本文采用直接数值模拟方法研究了槽道两相湍流中颗粒的弥散特性,并以此为基础研究了电除尘器中颗粒物在空气流中的聚集规律。研究工作从单相槽道湍流模拟开始,分析了二维槽道湍流的湍流特性;进一步采用单向耦合模型,研究了Stokes数为0.01、1.3和11.4的三种颗粒在Re数为5500的槽道湍流中的弥散特性;最后结合工程实际,以静电除尘器为模型,研究了颗粒物在气流和电场耦合作用下的集尘规律。
对二维单相槽道湍流进行了直接数值模拟,采用拟谱方法直接求解流体相控制方程,并改进了流向和展向速度谱分量的求解方法。分析了二维槽道湍流的统计结果和瞬时特征,计算结果与前人结果吻合较好。对近壁涡量和壁面剪应力的两点互相关结果表明在距离壁面为0.03和0.2处(基于槽道半宽)近壁涡对于壁面阻力的影响最为强烈,为壁面减阻研究提供了理论解释。通过流场中旋涡的演化和能量的传输研究结果表明,二维槽道湍流中存在明显的旋涡自组织特性,并伴随着能量从小尺度结构向大尺度结构传递的逆级串过程。
颗粒-流体两相槽道湍流模拟的统计结果表明颗粒具有动量统计稳定性,但不具有浓度统计稳定性。颗粒达到动量稳定所需要的时间随着Stokes数的增大而增大,而浓度由槽道中心到壁面逐渐增大,说明颗粒具有壁面聚集效应。近壁区颗粒平均速度明显大于流体速度,且随着Stokes数而增大,说明颗粒惯性对颗粒平均运动的影响主要集中在近壁区域。颗粒的瞬时分布体现出了颗粒在全场中的富集特征,并且随着颗粒Stokes数的增大,富集现象愈明显。而对于离开壁面不同高度位置,颗粒富集程度随颗粒Stokes数的的变化规律并不相同。Stokes数为0.01的颗粒越靠近壁面位置,其局部富集程度越强,而Stokes数为1.3和11.4的颗粒,其局部富集程度在距离壁面高度为0.4和0.8之间最强。
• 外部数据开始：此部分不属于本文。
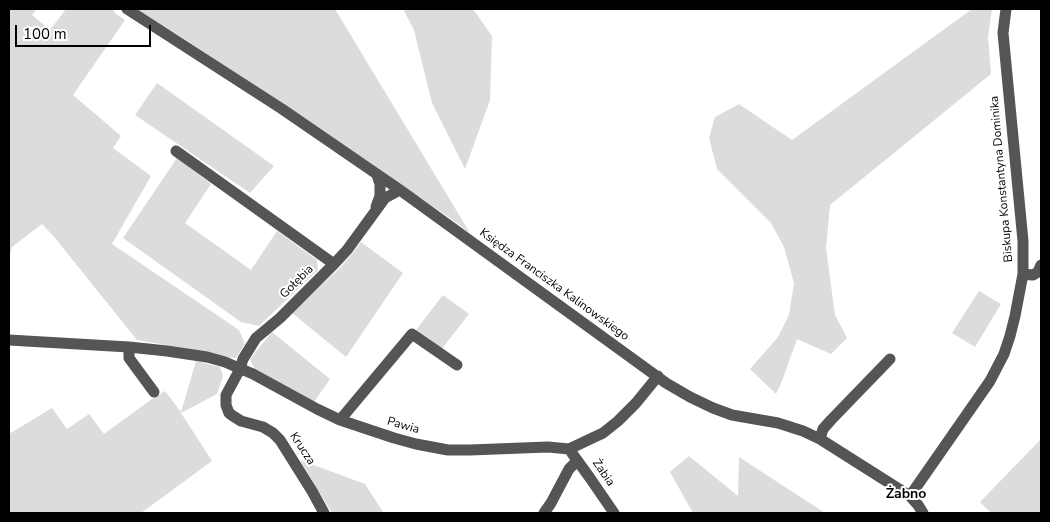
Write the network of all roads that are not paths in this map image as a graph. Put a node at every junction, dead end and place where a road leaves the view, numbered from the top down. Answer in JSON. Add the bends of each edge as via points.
{"nodes":[{"id":1,"x":127,"y":9,"type":"edge"},
{"id":2,"x":1006,"y":9,"type":"edge"},
{"id":3,"x":176,"y":151,"type":"dead end"},
{"id":4,"x":377,"y":175,"type":"junction"},
{"id":5,"x":400,"y":190,"type":"junction"},
{"id":6,"x":374,"y":213,"type":"junction"},
{"id":7,"x":334,"y":264,"type":"junction"},
{"id":8,"x":1041,"y":265,"type":"edge"},
{"id":9,"x":1023,"y":274,"type":"junction"},
{"id":10,"x":9,"y":340,"type":"edge"},
{"id":11,"x":129,"y":347,"type":"junction"},
{"id":12,"x":890,"y":359,"type":"dead end"},
{"id":13,"x":457,"y":365,"type":"dead end"},
{"id":14,"x":240,"y":369,"type":"junction"},
{"id":15,"x":658,"y":376,"type":"junction"},
{"id":16,"x":154,"y":392,"type":"dead end"},
{"id":17,"x":340,"y":420,"type":"junction"},
{"id":18,"x":820,"y":439,"type":"junction"},
{"id":19,"x":569,"y":449,"type":"junction"},
{"id":20,"x":577,"y":461,"type":"junction"},
{"id":21,"x":910,"y":496,"type":"junction"},
{"id":22,"x":324,"y":513,"type":"edge"},
{"id":23,"x":544,"y":513,"type":"edge"},
{"id":24,"x":614,"y":513,"type":"edge"},
{"id":25,"x":923,"y":513,"type":"edge"}],
"edges":[{"from":1,"to":4,"type":"street","name":"Księdza Franciszka Kalinowskiego"},
{"from":2,"to":9,"type":"street","name":"Biskupa Konstantyna Dominika","via":[[1003,33],[1023,241]]},
{"from":3,"to":7,"type":"street"},
{"from":4,"to":5,"type":"street","name":"Księdza Franciszka Kalinowskiego"},
{"from":4,"to":6,"type":"street","name":"Gołębia","via":[[380,196]]},
{"from":5,"to":6,"type":"street","name":"Gołębia","via":[[385,198]]},
{"from":5,"to":15,"type":"street","name":"Księdza Franciszka Kalinowskiego"},
{"from":6,"to":7,"type":"street","name":"Gołębia"},
{"from":7,"to":14,"type":"street","name":"Gołębia","via":[[256,338]]},
{"from":8,"to":9,"type":"street","via":[[1033,275]]},
{"from":9,"to":21,"type":"street","name":"Biskupa Konstantyna Dominika","via":[[1010,336],[999,364]]},
{"from":10,"to":11,"type":"street","name":"Pawia"},
{"from":11,"to":14,"type":"street","name":"Pawia","via":[[206,357]]},
{"from":11,"to":16,"type":"street","via":[[129,358]]},
{"from":12,"to":18,"type":"street","via":[[830,420]]},
{"from":13,"to":17,"type":"street","via":[[412,334]]},
{"from":14,"to":17,"type":"street","name":"Pawia"},
{"from":14,"to":22,"type":"street","name":"Krucza","via":[[226,395],[227,409],[236,418],[276,435]]},
{"from":15,"to":18,"type":"street","name":"Księdza Franciszka Kalinowskiego","via":[[690,398],[732,416],[778,423]]},
{"from":15,"to":19,"type":"street","name":"Pawia","via":[[636,403],[603,434]]},
{"from":17,"to":19,"type":"street","name":"Pawia","via":[[401,440],[448,450]]},
{"from":18,"to":21,"type":"street","name":"Księdza Franciszka Kalinowskiego"},
{"from":19,"to":20,"type":"street","name":"Żabia"},
{"from":20,"to":23,"type":"street"},
{"from":20,"to":24,"type":"street","name":"Żabia"},
{"from":21,"to":25,"type":"street","name":"Księdza Franciszka Kalinowskiego"}]}
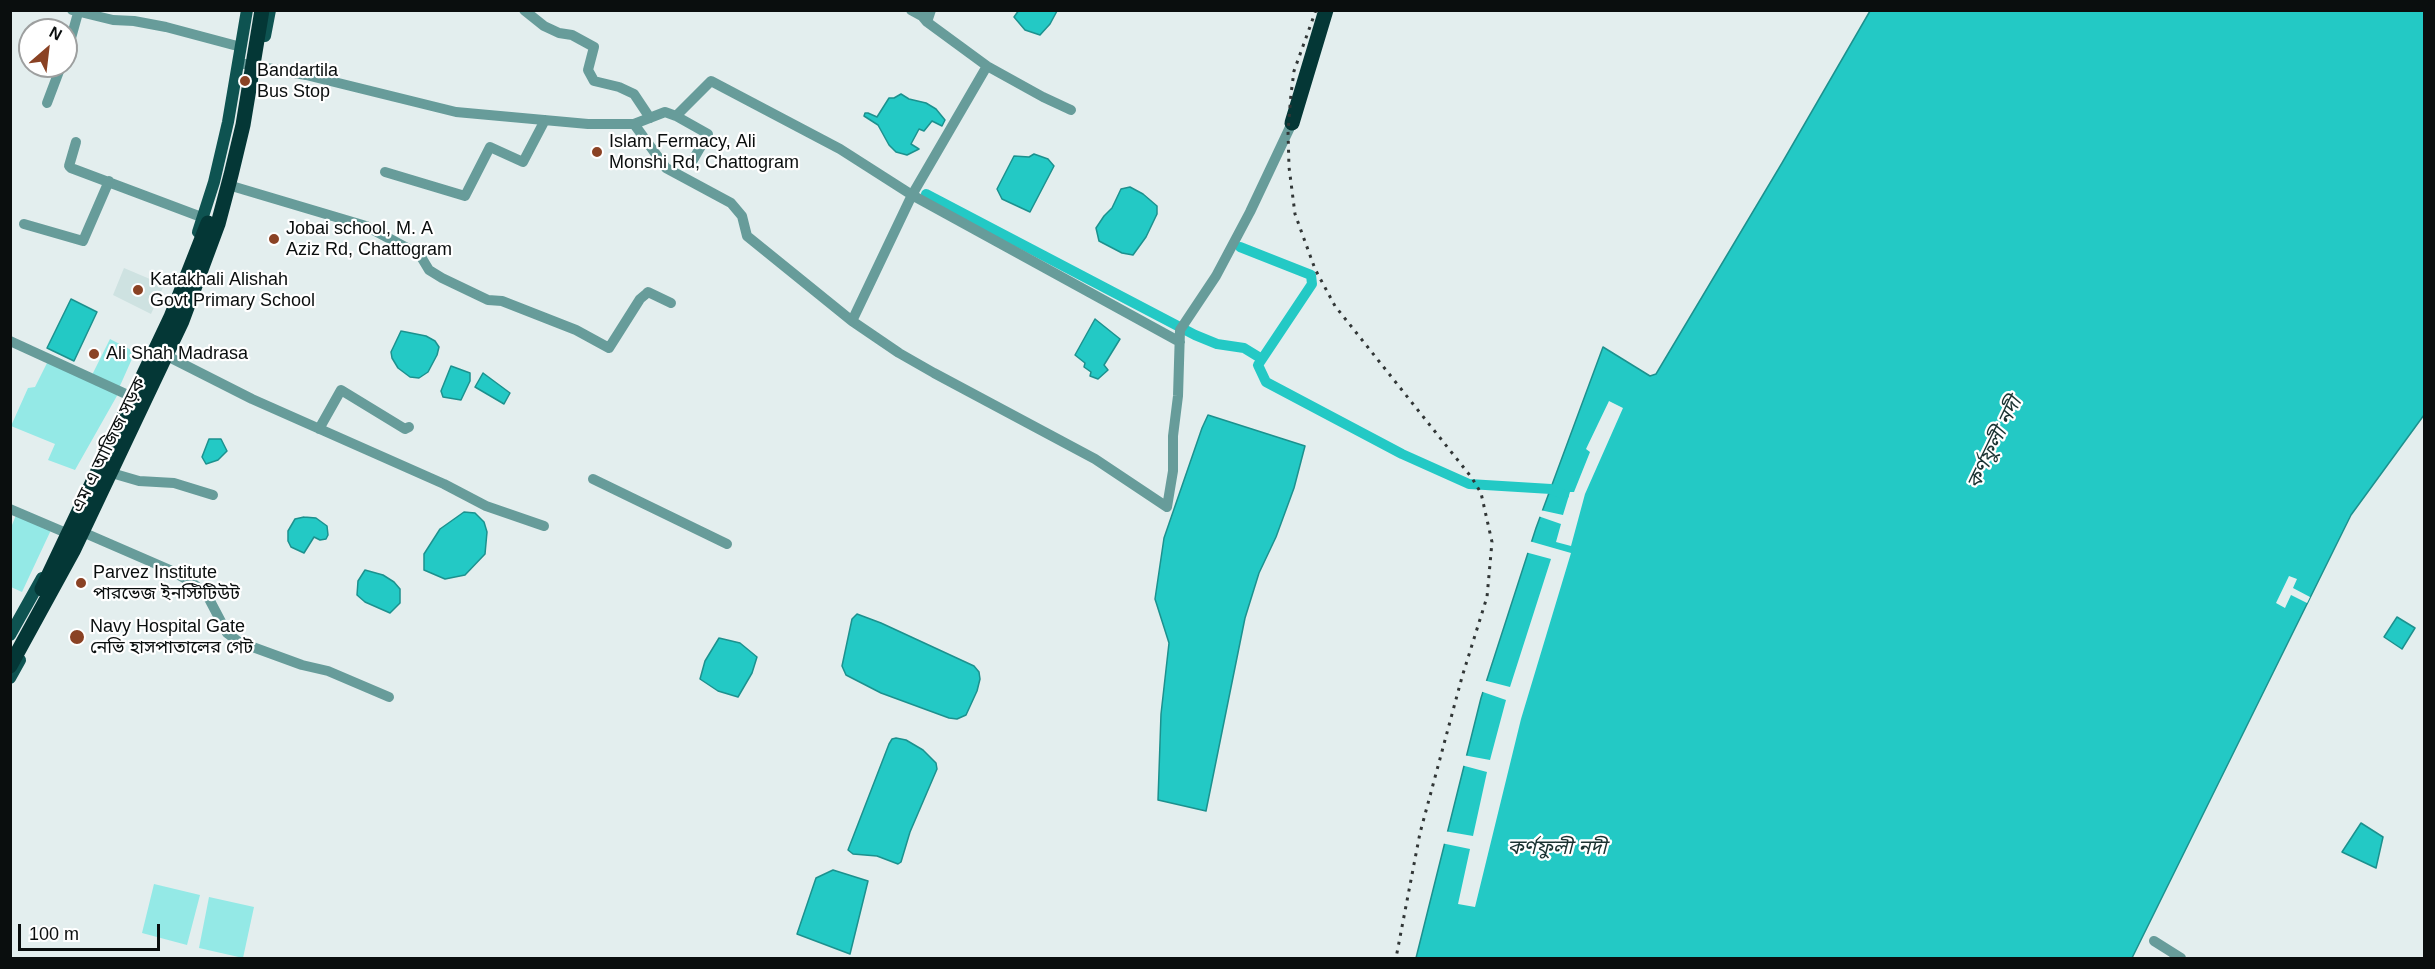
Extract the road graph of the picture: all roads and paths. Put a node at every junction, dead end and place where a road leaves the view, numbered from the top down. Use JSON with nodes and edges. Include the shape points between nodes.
{"nodes":[{"id":1,"x":247,"y":10,"type":"edge"},
{"id":2,"x":252,"y":10,"type":"edge"},
{"id":3,"x":262,"y":10,"type":"edge"},
{"id":4,"x":270,"y":10,"type":"edge"},
{"id":5,"x":524,"y":10,"type":"edge"},
{"id":6,"x":911,"y":10,"type":"edge"},
{"id":7,"x":931,"y":10,"type":"edge"},
{"id":8,"x":1326,"y":10,"type":"edge"},
{"id":9,"x":75,"y":12,"type":"edge"},
{"id":10,"x":927,"y":22,"type":"junction"},
{"id":11,"x":241,"y":47,"type":"junction"},
{"id":12,"x":239,"y":63,"type":"junction"},
{"id":13,"x":260,"y":66,"type":"junction"},
{"id":14,"x":987,"y":66,"type":"junction"},
{"id":15,"x":57,"y":78,"type":"edge"},
{"id":16,"x":47,"y":103,"type":"dead end"},
{"id":17,"x":1071,"y":110,"type":"dead end"},
{"id":18,"x":676,"y":116,"type":"junction"},
{"id":19,"x":650,"y":118,"type":"junction"},
{"id":20,"x":545,"y":120,"type":"junction"},
{"id":21,"x":1292,"y":123,"type":"joint"},
{"id":22,"x":634,"y":124,"type":"junction"},
{"id":23,"x":76,"y":142,"type":"dead end"},
{"id":24,"x":693,"y":160,"type":"dead end"},
{"id":25,"x":385,"y":172,"type":"dead end"},
{"id":26,"x":109,"y":181,"type":"junction"},
{"id":27,"x":234,"y":187,"type":"junction"},
{"id":28,"x":912,"y":195,"type":"junction"},
{"id":29,"x":204,"y":218,"type":"junction"},
{"id":30,"x":24,"y":224,"type":"dead end"},
{"id":31,"x":671,"y":303,"type":"dead end"},
{"id":32,"x":852,"y":321,"type":"junction"},
{"id":33,"x":1181,"y":332,"type":"junction"},
{"id":34,"x":10,"y":341,"type":"edge"},
{"id":35,"x":171,"y":358,"type":"junction"},
{"id":36,"x":128,"y":395,"type":"junction"},
{"id":37,"x":409,"y":427,"type":"dead end"},
{"id":38,"x":319,"y":429,"type":"junction"},
{"id":39,"x":115,"y":474,"type":"junction"},
{"id":40,"x":592,"y":479,"type":"dead end"},
{"id":41,"x":213,"y":495,"type":"dead end"},
{"id":42,"x":10,"y":509,"type":"edge"},
{"id":43,"x":544,"y":526,"type":"dead end"},
{"id":44,"x":64,"y":532,"type":"junction"},
{"id":45,"x":87,"y":534,"type":"junction"},
{"id":46,"x":727,"y":543,"type":"dead end"},
{"id":47,"x":12,"y":630,"type":"edge"},
{"id":48,"x":10,"y":647,"type":"edge"},
{"id":49,"x":10,"y":666,"type":"edge"},
{"id":50,"x":10,"y":678,"type":"edge"},
{"id":51,"x":389,"y":697,"type":"dead end"},
{"id":52,"x":2154,"y":941,"type":"dead end"},
{"id":53,"x":2181,"y":958,"type":"edge"}],
"edges":[{"from":1,"to":11,"type":"main road","name":"এম এ আজিজ সড়ক"},
{"from":2,"to":48,"type":"highway","bridge":true,"via":[[234,122],[208,222],[171,317],[35,604]]},
{"from":3,"to":49,"type":"highway","bridge":true,"via":[[231,175],[218,224],[186,311],[73,551]]},
{"from":4,"to":13,"type":"main road","name":"এম এ আজিজ সড়ক"},
{"from":5,"to":19,"type":"street","via":[[544,26],[594,47],[588,70],[594,81],[634,94]]},
{"from":6,"to":10,"type":"street"},
{"from":7,"to":10,"type":"street"},
{"from":8,"to":21,"type":"highway"},
{"from":9,"to":11,"type":"street","via":[[166,27]]},
{"from":10,"to":14,"type":"street"},
{"from":11,"to":12,"type":"main road","name":"এম এ আজিজ সড়ক"},
{"from":12,"to":13,"type":"street"},
{"from":12,"to":29,"type":"main road","name":"এম এ আজিজ সড়ক"},
{"from":13,"to":20,"type":"street","via":[[456,112]]},
{"from":13,"to":27,"type":"main road","name":"এম এ আজিজ সড়ক"},
{"from":14,"to":17,"type":"street"},
{"from":14,"to":28,"type":"street"},
{"from":15,"to":16,"type":"street"},
{"from":18,"to":19,"type":"street","via":[[665,112]]},
{"from":18,"to":24,"type":"street","via":[[708,134]]},
{"from":18,"to":28,"type":"street","via":[[711,81],[840,149]]},
{"from":19,"to":22,"type":"street"},
{"from":20,"to":22,"type":"street"},
{"from":20,"to":25,"type":"street","via":[[524,162],[490,147],[465,196]]},
{"from":21,"to":33,"type":"street","via":[[1250,212]]},
{"from":22,"to":32,"type":"street","via":[[666,168],[730,203],[742,216],[747,236]]},
{"from":23,"to":26,"type":"street","via":[[70,167]]},
{"from":26,"to":29,"type":"street"},
{"from":26,"to":30,"type":"street","via":[[84,241]]},
{"from":27,"to":31,"type":"street","via":[[366,226],[420,255],[429,270],[442,278],[488,300],[501,300],[576,330],[609,348],[640,298],[648,292]]},
{"from":27,"to":35,"type":"main road","name":"এম এ আজিজ সড়ক","via":[[224,226]]},
{"from":28,"to":32,"type":"street"},
{"from":28,"to":33,"type":"street"},
{"from":29,"to":36,"type":"main road","name":"এম এ আজিজ সড়ক"},
{"from":32,"to":33,"type":"street","via":[[934,373],[1095,459],[1167,507],[1173,471]]},
{"from":34,"to":36,"type":"street"},
{"from":35,"to":38,"type":"street"},
{"from":35,"to":39,"type":"main road","name":"এম এ আজিজ সড়ক"},
{"from":36,"to":44,"type":"main road","name":"এম এ আজিজ সড়ক"},
{"from":37,"to":38,"type":"street","via":[[405,429],[341,390]]},
{"from":38,"to":43,"type":"street","via":[[486,506]]},
{"from":39,"to":41,"type":"street","via":[[139,481],[174,483]]},
{"from":39,"to":45,"type":"main road","name":"এম এ আজিজ সড়ক"},
{"from":40,"to":46,"type":"street"},
{"from":42,"to":44,"type":"street"},
{"from":44,"to":47,"type":"main road","name":"এম এ আজিজ সড়ক"},
{"from":45,"to":50,"type":"main road","name":"এম এ আজিজ সড়ক"},
{"from":45,"to":51,"type":"street","via":[[191,582],[207,595],[227,633],[239,642],[328,671]]},
{"from":52,"to":53,"type":"street"}]}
在颗粒-流体两相槽道湍流模型中施加适当外加电场,以模拟静电除尘器中颗粒物在气流和电场耦合作用下的弥散特性。颗粒的瞬时分布和轨迹曲线表明在相同颗粒Stokes数下,颗粒壁面聚集程度随着外加电压的增大而增大;在相同外加电压下,颗粒壁面聚集程度随着Stokes数的增大而增大。颗粒横向扩散函数的计算结果进一步表明:在初始阶段,外加电压越大,颗粒横向扩散函数越大,颗粒横向运动越明显;同时横向扩散函数值随时间而逐渐减小,且外加电压越大,减小越快。颗粒数浓度的变化结果表明:在同一时刻,对于相同Stokes数的颗粒,外加电压越大,颗粒数浓度也越大,相应地集尘效率也越高;对于相同外加电压而言,颗粒Stokes数越大,颗粒数浓度也越大,相应地集尘效率同样也越高。
上述研究有助于理解壁剪切湍流中的颗粒弥散规律,并为工程中静电除尘应用提供指导,同时也为进一步研究多场耦合下的流体-颗粒两相流奠定基础。
Fluid-particle two-phase turbulent flows are closely related with energy, chemical industry, hydraulic engineering, environment, and other industrial fields in the national economy. In the past 30 years, a lot of research accomplishments on fluid-particle two-phase turbulent flows have been achieved, but the researches of fluid-particle two-phase flows in shear turbulence near wall are yet not sufficient, and the theoretical researches of which in engineering application are more limited.
In the present paper the particle dispersion in two-phase turbulent channel-flow is studied with direct numerical simulation (DNS), on the base of which the aggregation properties of particles are analysed in electrostatic precipitator. The research begins with the simulation of a single-phase turbulent channel-flow, and the turbulence characteristics of two-dimensional (2-D) channel are analysed. Then the particle dispersion with particle Stokes number Stk of 0.01、1.3 and 11.4 is studied in fluid-particle two-phase turbulent channel-flow with Reynolds number (Re) of 5500. At last the aggregation properties and collection efficiency of particles in flows and electric field in electrostatic precipitator are studied.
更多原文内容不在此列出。